§ **ACTIVITY**: Below are the records; collect from them each line containing the string "road".

::: EXERCISE INPUT :::

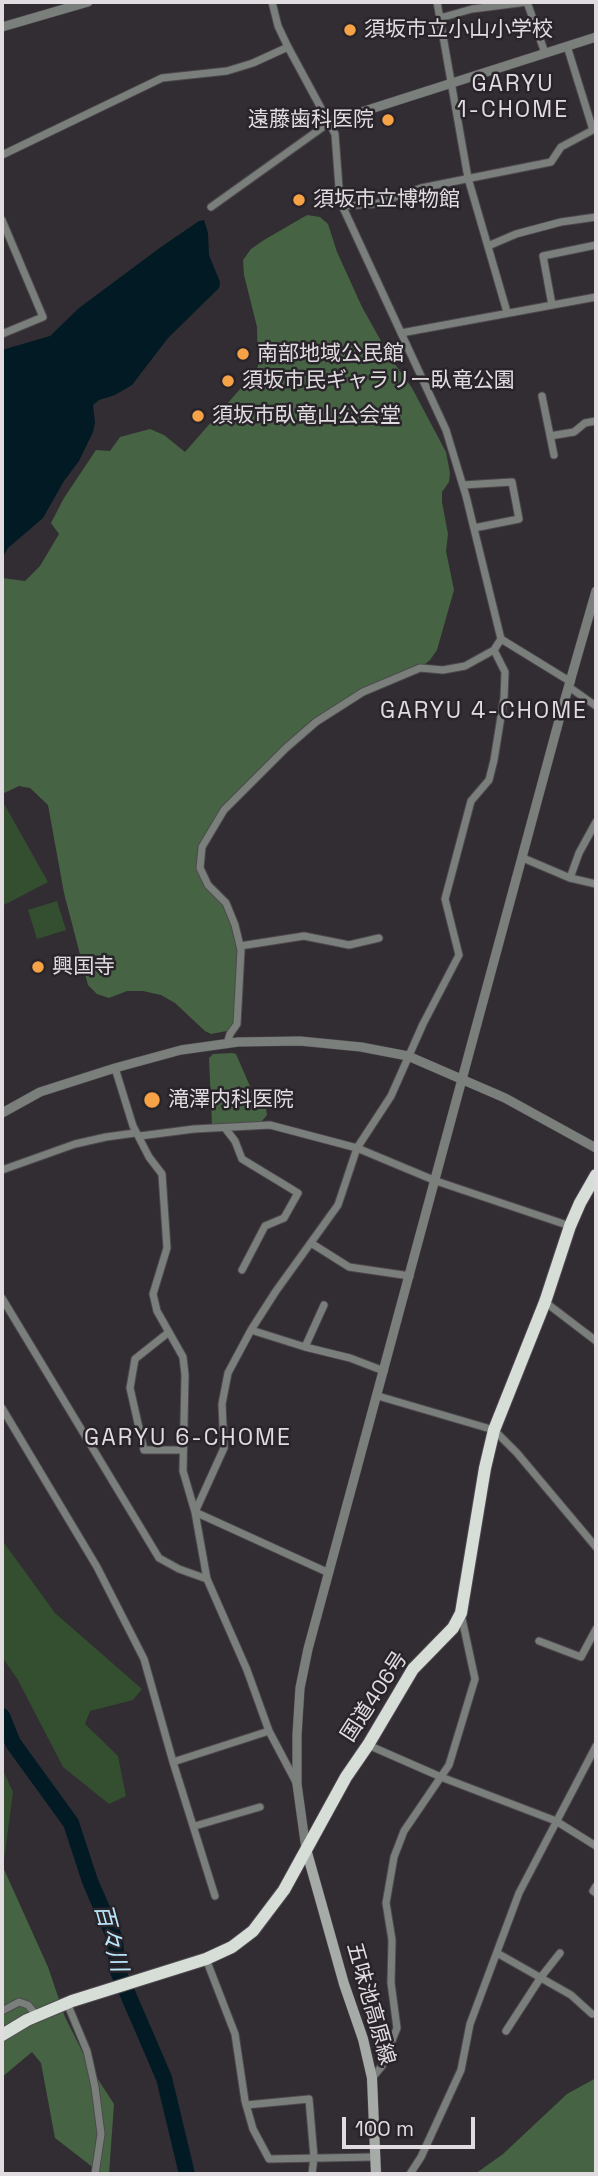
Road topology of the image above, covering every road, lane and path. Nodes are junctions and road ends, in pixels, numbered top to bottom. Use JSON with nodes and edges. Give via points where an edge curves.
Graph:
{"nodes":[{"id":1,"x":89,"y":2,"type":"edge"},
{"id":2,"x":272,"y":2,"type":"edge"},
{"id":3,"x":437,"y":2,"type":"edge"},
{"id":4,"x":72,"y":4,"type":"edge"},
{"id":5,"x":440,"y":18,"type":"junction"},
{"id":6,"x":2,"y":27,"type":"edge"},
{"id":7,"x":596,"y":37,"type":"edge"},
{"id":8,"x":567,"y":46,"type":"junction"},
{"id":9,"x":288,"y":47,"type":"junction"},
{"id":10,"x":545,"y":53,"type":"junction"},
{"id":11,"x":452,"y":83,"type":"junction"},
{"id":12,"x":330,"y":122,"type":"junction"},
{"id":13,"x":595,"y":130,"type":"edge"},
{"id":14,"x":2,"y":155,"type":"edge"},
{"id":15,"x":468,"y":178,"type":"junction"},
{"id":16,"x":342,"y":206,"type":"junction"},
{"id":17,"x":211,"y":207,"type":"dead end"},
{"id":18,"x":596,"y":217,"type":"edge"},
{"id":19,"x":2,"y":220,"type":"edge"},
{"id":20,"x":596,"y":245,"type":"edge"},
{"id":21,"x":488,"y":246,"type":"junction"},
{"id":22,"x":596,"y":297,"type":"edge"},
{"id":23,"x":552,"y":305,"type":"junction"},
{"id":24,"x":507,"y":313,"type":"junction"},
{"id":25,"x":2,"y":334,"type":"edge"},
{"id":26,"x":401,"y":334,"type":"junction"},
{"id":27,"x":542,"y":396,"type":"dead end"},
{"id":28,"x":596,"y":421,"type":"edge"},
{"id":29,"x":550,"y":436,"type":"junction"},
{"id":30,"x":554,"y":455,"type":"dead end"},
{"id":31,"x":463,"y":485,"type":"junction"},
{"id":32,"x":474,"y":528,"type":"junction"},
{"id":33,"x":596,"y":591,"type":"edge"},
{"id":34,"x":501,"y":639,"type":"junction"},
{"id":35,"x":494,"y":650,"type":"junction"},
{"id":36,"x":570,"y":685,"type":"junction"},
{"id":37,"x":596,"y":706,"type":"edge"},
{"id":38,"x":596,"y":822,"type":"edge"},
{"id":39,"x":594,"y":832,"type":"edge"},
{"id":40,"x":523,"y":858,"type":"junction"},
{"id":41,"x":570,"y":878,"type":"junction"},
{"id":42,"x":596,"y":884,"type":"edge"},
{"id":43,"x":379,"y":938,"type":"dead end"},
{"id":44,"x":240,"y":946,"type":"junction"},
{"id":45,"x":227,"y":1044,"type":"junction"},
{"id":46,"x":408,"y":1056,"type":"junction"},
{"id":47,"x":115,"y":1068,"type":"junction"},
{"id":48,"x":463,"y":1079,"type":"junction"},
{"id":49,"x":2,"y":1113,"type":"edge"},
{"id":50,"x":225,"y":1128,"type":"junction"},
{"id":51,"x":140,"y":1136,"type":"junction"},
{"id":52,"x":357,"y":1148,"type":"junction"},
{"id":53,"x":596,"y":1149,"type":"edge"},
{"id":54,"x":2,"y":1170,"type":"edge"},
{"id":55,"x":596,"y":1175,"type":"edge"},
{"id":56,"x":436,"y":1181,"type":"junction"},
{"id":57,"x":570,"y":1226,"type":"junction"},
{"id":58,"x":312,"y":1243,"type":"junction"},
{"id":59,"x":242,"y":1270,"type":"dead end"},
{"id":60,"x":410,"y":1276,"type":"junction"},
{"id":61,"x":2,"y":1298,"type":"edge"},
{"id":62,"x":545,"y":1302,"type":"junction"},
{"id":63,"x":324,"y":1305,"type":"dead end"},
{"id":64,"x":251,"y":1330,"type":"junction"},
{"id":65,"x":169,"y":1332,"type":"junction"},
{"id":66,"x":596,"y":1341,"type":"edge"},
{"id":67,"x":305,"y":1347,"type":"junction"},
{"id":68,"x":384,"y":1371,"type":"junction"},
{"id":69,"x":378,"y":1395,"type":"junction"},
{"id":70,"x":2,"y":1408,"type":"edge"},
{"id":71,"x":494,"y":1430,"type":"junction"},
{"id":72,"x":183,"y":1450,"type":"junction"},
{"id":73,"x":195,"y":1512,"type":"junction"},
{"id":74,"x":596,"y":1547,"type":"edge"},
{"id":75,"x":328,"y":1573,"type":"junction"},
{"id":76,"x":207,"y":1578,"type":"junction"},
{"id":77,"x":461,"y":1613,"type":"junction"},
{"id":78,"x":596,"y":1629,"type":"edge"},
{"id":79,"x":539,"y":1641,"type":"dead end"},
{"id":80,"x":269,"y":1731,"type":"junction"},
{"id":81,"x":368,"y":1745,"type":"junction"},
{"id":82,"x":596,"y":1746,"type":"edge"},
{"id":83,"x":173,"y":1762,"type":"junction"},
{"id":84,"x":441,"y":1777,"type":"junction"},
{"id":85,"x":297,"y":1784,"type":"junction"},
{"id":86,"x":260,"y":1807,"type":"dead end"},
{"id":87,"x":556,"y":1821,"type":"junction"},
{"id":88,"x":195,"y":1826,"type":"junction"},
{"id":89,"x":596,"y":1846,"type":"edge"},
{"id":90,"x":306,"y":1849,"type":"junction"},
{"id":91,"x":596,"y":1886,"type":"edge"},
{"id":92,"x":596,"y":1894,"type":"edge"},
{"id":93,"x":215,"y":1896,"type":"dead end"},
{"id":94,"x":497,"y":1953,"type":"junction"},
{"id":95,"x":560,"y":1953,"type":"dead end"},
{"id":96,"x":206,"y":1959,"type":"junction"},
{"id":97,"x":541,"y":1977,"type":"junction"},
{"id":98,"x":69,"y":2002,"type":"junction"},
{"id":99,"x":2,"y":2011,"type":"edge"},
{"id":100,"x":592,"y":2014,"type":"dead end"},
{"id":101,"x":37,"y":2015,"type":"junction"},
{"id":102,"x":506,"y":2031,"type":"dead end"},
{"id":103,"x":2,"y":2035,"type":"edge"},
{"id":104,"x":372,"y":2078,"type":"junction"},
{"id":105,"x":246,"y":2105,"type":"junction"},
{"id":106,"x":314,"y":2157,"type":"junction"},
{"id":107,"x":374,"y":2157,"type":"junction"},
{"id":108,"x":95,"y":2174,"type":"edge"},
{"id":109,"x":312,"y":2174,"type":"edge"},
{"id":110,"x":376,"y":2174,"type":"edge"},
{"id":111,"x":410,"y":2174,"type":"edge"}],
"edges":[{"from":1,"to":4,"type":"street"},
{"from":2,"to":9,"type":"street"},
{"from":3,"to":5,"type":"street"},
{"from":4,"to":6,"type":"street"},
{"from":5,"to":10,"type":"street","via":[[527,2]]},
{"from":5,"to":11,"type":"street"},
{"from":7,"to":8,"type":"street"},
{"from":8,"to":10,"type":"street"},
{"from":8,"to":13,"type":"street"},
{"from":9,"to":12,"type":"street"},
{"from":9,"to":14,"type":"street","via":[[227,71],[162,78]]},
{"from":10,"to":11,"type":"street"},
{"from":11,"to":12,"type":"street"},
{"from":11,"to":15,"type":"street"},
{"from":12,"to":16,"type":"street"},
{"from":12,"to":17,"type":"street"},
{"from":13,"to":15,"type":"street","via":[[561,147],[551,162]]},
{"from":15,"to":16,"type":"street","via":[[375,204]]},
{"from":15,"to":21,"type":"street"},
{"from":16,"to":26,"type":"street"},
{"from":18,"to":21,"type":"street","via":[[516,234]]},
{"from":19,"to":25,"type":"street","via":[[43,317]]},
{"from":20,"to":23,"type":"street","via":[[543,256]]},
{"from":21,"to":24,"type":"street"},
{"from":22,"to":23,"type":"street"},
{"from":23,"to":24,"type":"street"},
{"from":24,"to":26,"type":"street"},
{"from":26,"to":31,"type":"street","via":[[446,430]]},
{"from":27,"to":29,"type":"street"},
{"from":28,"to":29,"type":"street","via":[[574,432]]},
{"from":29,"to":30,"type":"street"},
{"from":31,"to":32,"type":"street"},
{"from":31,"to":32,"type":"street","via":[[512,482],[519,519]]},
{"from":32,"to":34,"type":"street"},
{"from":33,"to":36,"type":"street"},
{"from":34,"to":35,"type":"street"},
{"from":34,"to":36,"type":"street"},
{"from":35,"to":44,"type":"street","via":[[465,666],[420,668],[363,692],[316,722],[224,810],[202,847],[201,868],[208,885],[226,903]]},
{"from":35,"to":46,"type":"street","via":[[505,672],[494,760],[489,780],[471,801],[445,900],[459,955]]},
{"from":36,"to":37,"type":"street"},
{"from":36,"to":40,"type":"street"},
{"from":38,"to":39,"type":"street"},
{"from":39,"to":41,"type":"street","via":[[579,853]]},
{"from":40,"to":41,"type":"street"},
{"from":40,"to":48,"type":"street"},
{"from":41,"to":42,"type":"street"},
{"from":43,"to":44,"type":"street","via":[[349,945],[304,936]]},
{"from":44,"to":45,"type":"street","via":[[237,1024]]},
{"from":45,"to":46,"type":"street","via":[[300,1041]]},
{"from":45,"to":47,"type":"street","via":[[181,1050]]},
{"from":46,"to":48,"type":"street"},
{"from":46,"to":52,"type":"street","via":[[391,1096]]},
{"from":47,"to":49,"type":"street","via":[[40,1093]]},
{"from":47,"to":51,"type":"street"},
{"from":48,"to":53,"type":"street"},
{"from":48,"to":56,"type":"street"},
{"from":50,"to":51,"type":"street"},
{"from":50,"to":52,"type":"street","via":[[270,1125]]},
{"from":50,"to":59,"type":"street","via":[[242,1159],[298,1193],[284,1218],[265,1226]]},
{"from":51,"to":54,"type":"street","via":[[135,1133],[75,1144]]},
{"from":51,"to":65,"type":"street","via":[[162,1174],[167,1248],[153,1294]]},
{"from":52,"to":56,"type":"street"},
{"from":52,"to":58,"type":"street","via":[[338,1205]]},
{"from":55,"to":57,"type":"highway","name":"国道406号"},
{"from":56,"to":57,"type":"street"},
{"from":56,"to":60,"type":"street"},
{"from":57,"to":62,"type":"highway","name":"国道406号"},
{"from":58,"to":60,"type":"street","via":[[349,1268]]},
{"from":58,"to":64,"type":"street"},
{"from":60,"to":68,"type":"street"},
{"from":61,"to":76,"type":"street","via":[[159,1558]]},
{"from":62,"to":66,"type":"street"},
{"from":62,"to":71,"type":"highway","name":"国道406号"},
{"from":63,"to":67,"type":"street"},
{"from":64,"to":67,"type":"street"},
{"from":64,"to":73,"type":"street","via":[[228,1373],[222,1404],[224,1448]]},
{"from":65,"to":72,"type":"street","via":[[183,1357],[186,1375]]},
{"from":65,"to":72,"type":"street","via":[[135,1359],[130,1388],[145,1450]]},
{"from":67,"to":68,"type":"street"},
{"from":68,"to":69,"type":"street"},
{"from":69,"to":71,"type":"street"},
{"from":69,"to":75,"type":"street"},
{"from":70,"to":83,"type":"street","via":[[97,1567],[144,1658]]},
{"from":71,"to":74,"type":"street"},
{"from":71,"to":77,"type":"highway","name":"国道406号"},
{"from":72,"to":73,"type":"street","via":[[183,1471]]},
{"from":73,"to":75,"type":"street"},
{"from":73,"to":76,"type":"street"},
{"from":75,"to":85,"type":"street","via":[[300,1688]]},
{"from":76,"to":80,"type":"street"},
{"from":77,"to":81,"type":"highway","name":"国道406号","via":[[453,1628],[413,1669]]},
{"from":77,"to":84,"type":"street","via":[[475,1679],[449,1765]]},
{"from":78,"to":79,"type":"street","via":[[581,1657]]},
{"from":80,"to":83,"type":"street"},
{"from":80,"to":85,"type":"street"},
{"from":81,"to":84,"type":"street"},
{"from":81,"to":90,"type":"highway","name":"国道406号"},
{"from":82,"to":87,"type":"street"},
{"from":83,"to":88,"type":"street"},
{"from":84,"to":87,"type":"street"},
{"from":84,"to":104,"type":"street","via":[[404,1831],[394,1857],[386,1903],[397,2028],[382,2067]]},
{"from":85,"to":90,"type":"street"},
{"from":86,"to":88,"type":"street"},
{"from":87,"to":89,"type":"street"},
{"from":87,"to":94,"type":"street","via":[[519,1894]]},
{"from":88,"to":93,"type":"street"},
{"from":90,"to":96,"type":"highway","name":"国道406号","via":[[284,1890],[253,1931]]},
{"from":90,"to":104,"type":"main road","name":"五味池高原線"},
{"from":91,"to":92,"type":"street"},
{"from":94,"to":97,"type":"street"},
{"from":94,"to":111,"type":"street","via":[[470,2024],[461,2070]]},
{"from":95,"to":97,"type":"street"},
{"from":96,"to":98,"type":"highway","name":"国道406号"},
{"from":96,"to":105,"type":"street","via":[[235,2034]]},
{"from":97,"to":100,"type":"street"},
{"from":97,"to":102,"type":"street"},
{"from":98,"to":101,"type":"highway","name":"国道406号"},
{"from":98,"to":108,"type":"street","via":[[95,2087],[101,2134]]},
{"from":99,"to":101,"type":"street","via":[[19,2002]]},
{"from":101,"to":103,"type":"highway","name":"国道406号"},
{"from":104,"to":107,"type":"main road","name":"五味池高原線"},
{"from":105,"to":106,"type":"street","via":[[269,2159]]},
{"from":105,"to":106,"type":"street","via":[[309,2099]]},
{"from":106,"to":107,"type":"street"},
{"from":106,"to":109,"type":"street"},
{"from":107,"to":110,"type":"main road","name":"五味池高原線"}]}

:::

§ **EXERCISE OUTPUT**:
Road topology of the image above, covering every road, lane and path. Nodes are junctions and road ends, in pixels, numbered top to bottom. Use JSON with nodes and edges. Give via points where an edge curves.
{"from":90,"to":104,"type":"main road","name":"五味池高原線"},
{"from":104,"to":107,"type":"main road","name":"五味池高原線"},
{"from":107,"to":110,"type":"main road","name":"五味池高原線"}]}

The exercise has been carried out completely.